GOAL OF THE EXERCISE:
If a line below contains the word "that", count it. Please give the total and nothing else.

### SUPPLIED MATERIAL

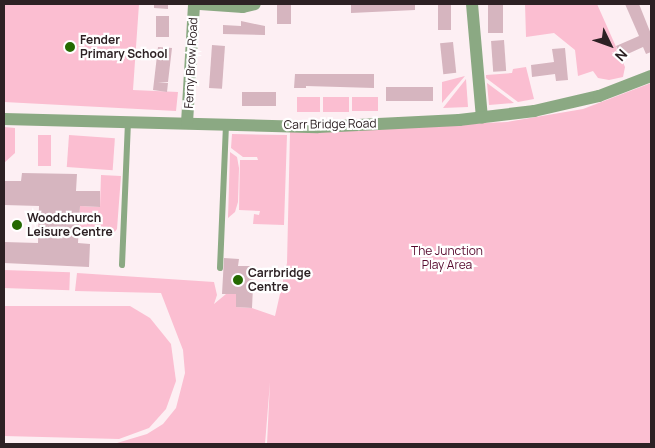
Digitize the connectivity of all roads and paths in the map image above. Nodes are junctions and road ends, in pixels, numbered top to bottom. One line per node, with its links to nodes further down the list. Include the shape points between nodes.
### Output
1 (194, 4): 9 (street, Ferny Brow Road)
2 (200, 4): 3 (street, Ferny Brow Road, via 244,7)
3 (256, 4)
4 (472, 4): 6 (street)
5 (651, 76): 6 (street, Carr Bridge Road, via 599,96 534,111)
6 (482, 118): 10 (street, Carr Bridge Road, via 318,127)
7 (4, 119): 8 (street, Carr Bridge Road)
8 (128, 122): 9 (street, Carr Bridge Road); 11 (lane)
9 (187, 123): 10 (street, Carr Bridge Road)
10 (226, 124): 12 (lane)
11 (122, 265)
12 (220, 268)

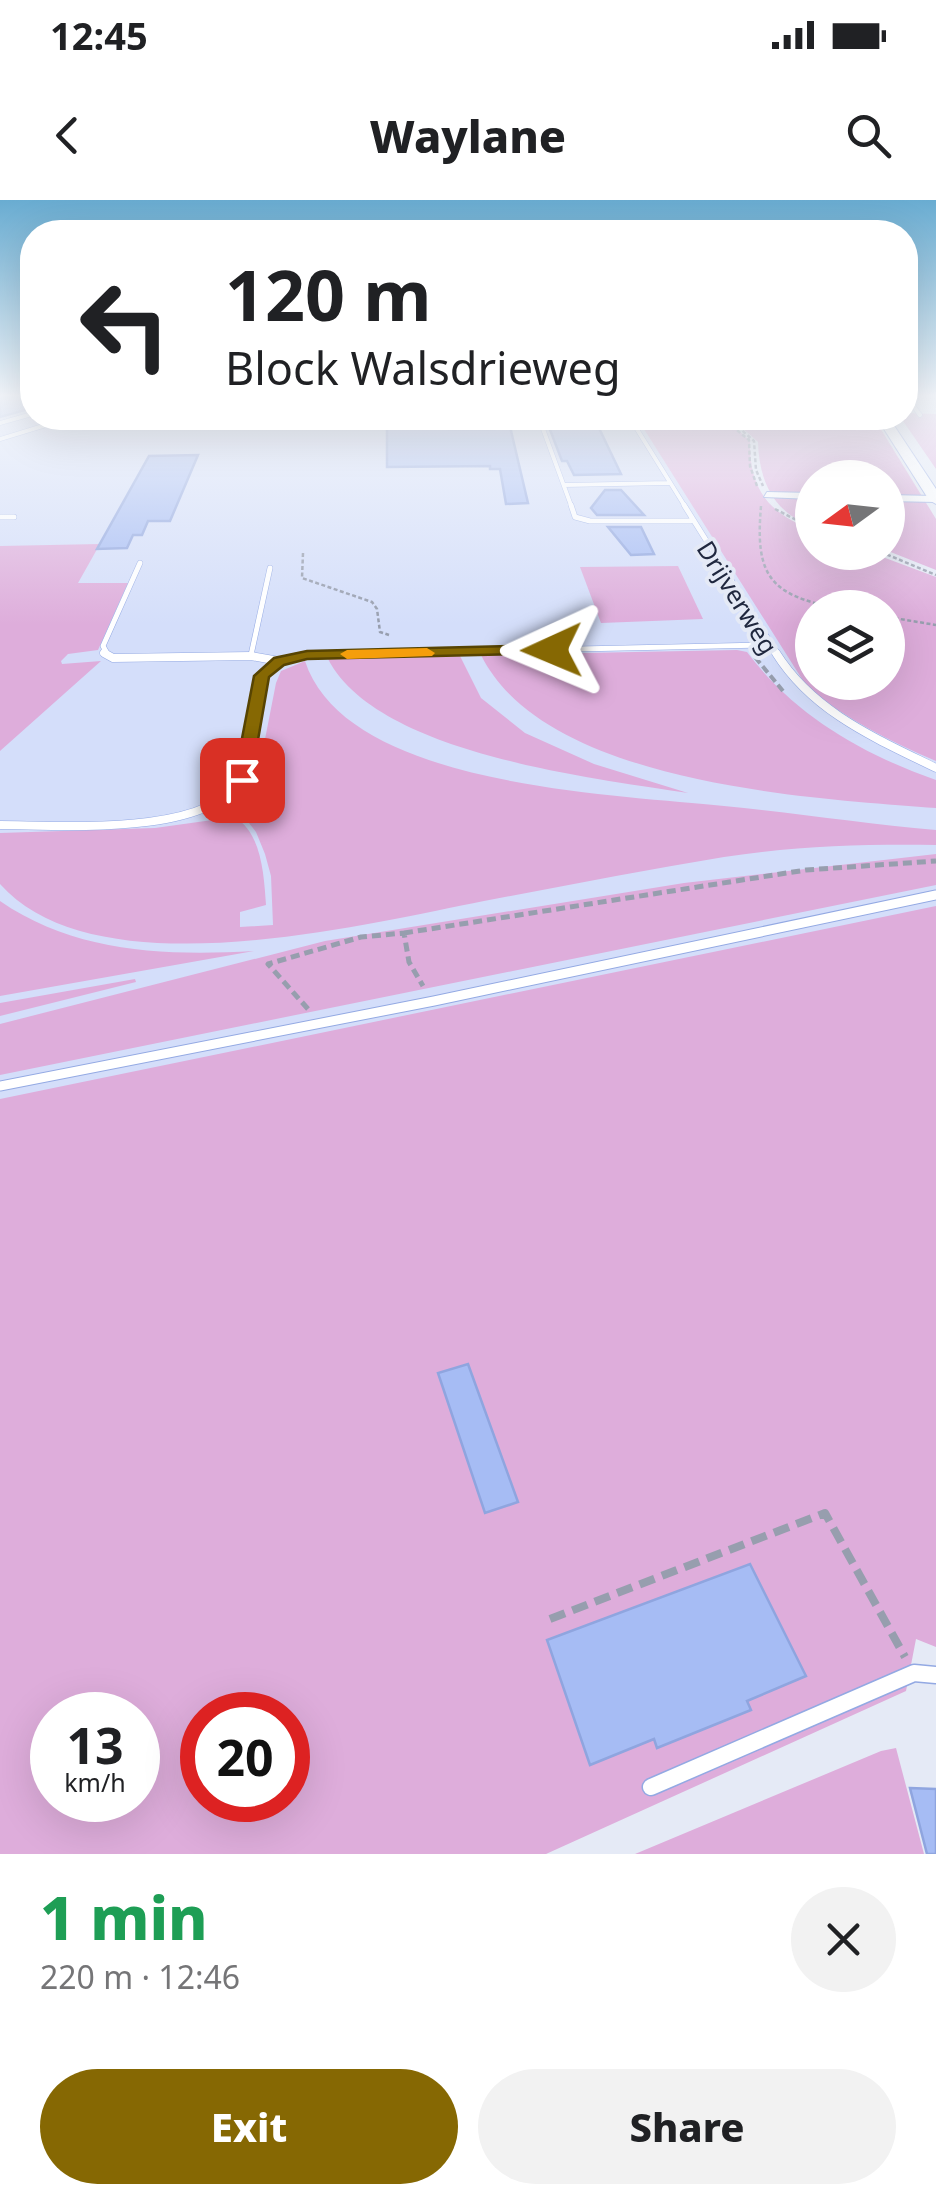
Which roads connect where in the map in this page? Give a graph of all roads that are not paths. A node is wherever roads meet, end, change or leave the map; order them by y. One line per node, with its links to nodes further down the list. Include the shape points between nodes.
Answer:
1 (559, 471): 5 (lane)
2 (662, 471): 4 (lane, Drijverweg)
3 (917, 471): 9 (main road)
4 (669, 483): 5 (lane); 12 (lane, Drijverweg)
5 (564, 485): 12 (lane, via 575,518)
6 (767, 495): 7 (street)
7 (795, 496)
8 (905, 499): 9 (street)
9 (935, 500)
10 (0, 517): 11 (lane)
11 (14, 517)
12 (692, 521): 15 (lane, Drijverweg)
13 (140, 563): 16 (lane, via 104,653 125,660)
14 (270, 568): 16 (lane)
15 (768, 645): 17 (lane, via 307,655); 18 (lane, Drijverweg, via 793,680 832,715)
16 (252, 656): 17 (lane)
17 (279, 662): 19 (lane, via 262,676 242,780 224,800 168,820)
18 (936, 768)
19 (0, 825)
20 (936, 895): 21 (lane)
21 (0, 1086)
22 (936, 1675): 23 (lane, via 914,1673)
23 (651, 1786)

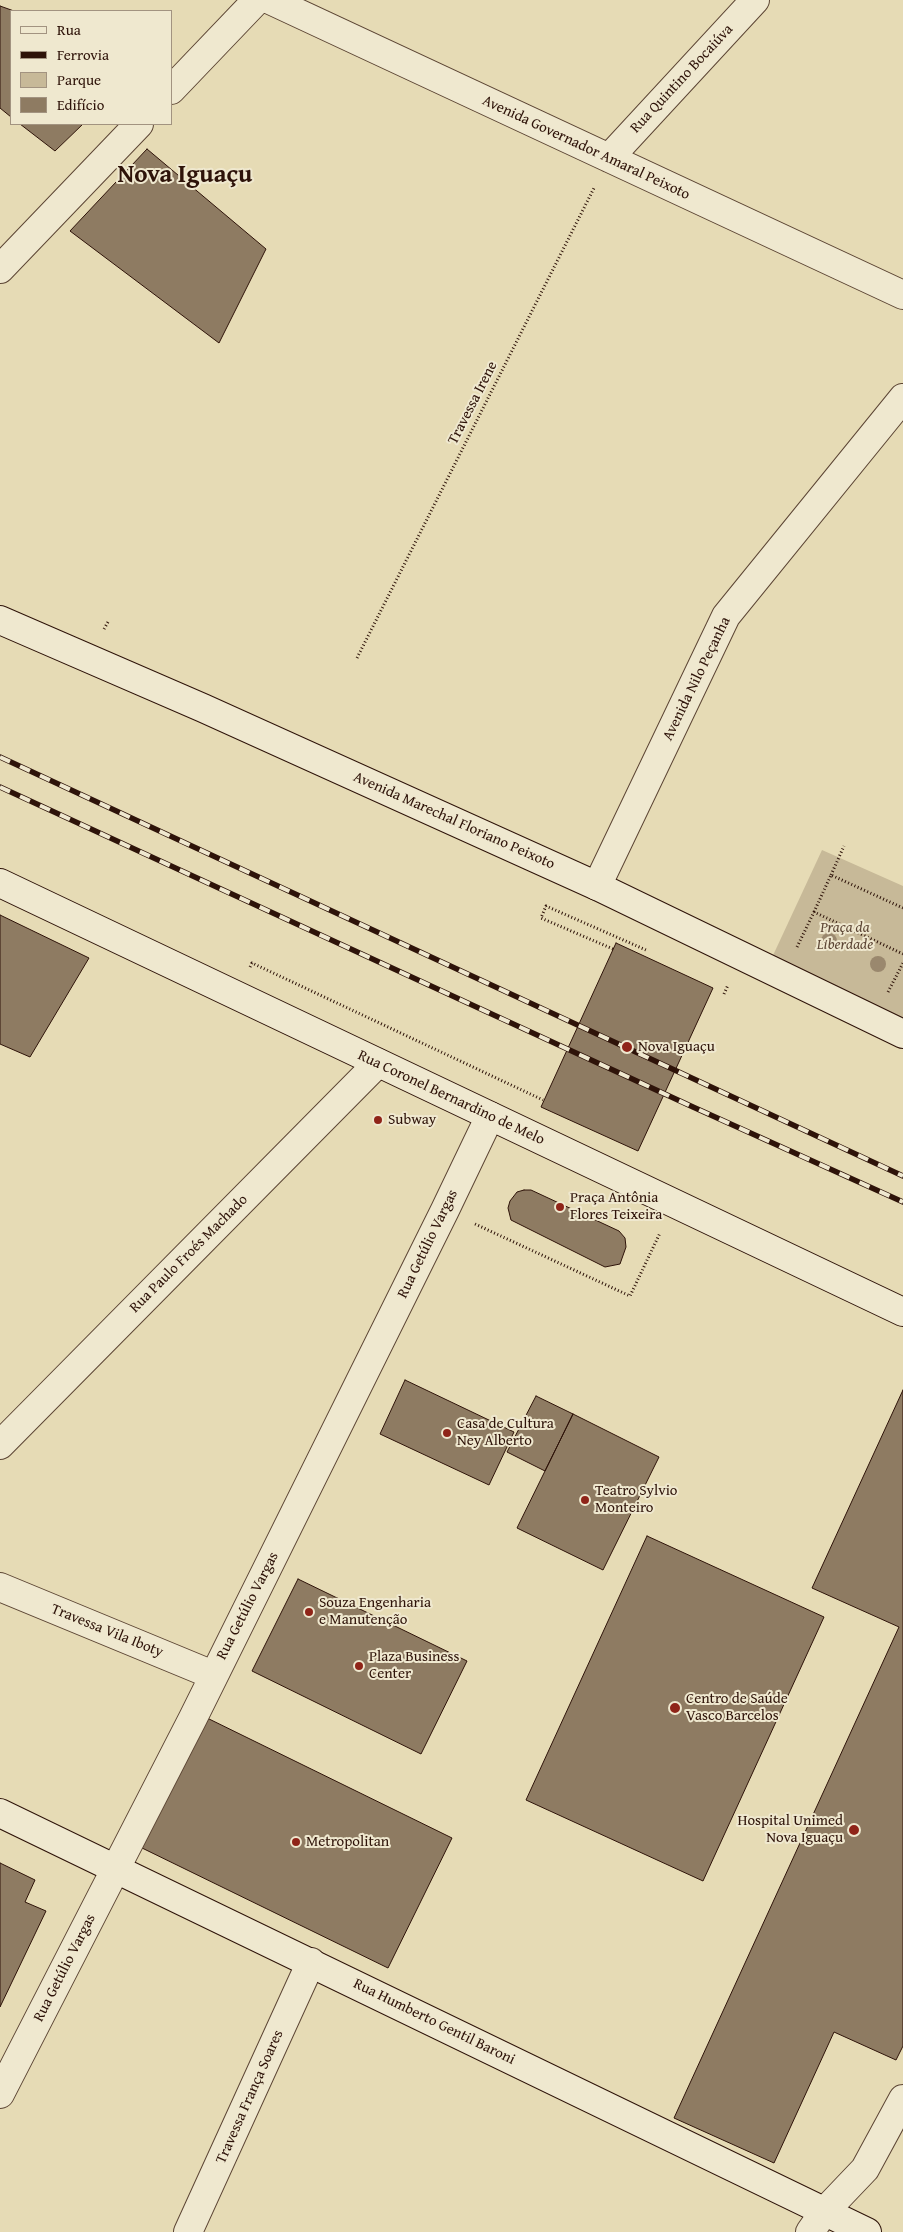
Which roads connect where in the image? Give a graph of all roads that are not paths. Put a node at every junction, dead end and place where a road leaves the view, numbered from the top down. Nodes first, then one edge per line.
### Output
1 (257, 0) edge
2 (270, 0) edge
3 (755, 0) edge
4 (172, 89) edge
5 (138, 125) edge
6 (609, 158) junction
7 (0, 269) edge
8 (903, 295) edge
9 (903, 398) edge
10 (0, 620) edge
11 (0, 883) edge
12 (597, 886) junction
13 (903, 1034) edge
14 (378, 1063) junction
15 (490, 1116) junction
16 (903, 1312) edge
17 (0, 1445) edge
18 (0, 1588) edge
19 (214, 1675) junction
20 (0, 1812) edge
21 (116, 1869) junction
22 (311, 1962) junction
23 (0, 2094) edge
24 (903, 2099) edge
25 (817, 2222) edge
26 (188, 2232) edge
27 (867, 2232) edge

1 - 4 street
2 - 6 street, Avenida Governador Amaral Peixoto
3 - 6 street, Rua Quintino Bocaiúva
5 - 7 street
6 - 8 street, Avenida Governador Amaral Peixoto
9 - 12 street, Avenida Nilo Peçanha
10 - 12 street, Avenida Marechal Floriano Peixoto
11 - 14 street, Rua Coronel Bernardino de Melo
12 - 13 street, Avenida Marechal Floriano Peixoto
14 - 15 street, Rua Coronel Bernardino de Melo
14 - 17 street, Rua Paulo Froés Machado
15 - 16 street, Rua Coronel Bernardino de Melo
15 - 19 street, Rua Getúlio Vargas
18 - 19 street, Travessa Vila Iboty
19 - 21 street, Rua Getúlio Vargas
20 - 21 street, Rua Humberto Gentil Baroni
21 - 22 street, Rua Humberto Gentil Baroni
21 - 23 street, Rua Getúlio Vargas
22 - 25 street, Rua Humberto Gentil Baroni
22 - 26 street, Travessa França Soares
24 - 25 street
25 - 27 street, Rua Humberto Gentil Baroni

######

ANSWER TO THIS PROBLEM:
2